Never stand in the throwing area.
Treat javelins with care. Carry them vertically - point down.
When working in groups take especial care.
Start with light implements and progress on the heaviest you can manage comfortably. Trying to throw heavy instruments too early on can cause problems ad harm progress.
Like with so much in life there are parallels with preparing for eleven plus examinations. Eleven plus preparation, and taking the examination, is certainly not practice for war. There is, however, naturally an element of competition because there are so few places and so many aspiring candidates.

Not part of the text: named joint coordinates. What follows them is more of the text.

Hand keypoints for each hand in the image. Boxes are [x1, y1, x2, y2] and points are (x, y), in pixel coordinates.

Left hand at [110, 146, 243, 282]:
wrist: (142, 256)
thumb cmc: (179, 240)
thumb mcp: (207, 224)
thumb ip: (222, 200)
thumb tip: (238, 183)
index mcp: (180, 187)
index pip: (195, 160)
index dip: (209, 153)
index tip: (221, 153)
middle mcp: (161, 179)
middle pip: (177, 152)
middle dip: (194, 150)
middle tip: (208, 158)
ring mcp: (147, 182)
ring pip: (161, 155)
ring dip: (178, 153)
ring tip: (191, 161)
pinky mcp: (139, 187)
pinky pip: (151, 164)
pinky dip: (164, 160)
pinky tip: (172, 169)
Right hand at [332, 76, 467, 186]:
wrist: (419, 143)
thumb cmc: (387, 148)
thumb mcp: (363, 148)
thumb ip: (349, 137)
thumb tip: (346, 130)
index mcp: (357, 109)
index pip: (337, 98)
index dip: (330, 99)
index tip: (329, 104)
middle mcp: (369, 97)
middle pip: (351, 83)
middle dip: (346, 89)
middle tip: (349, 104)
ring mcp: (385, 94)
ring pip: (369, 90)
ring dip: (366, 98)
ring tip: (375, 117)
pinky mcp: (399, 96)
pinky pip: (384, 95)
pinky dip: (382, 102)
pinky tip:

What then are the eleven plus simple but vital training rules?
Start with easy work to build confidence.
Add lots or repetition and practice into your program.
Learn to listen carefully on a one to one basis.
Be prepared to experience failure - but continue to strive for the very best.
Discuss your progress with interested parties - they may throw in good coaching hints.
Some of our children may land up competing in the Olympics. There may be considerably more who will have won the prize of a grammar school place.
Preparing for every examination will expose sprinters and marathon runners. Some will be able to maintain a sustained approach to the examination - while others will need frequent rests along with bursts of high activity.
Listen to your child’s body. When he or she is tired simply let it be. Try to foster a state of dialogue where you, as a parent, can actually listen to your child without foisting your own anxieties.
Treat your child like a prize athlete - a special one - and enjoy the new relationship.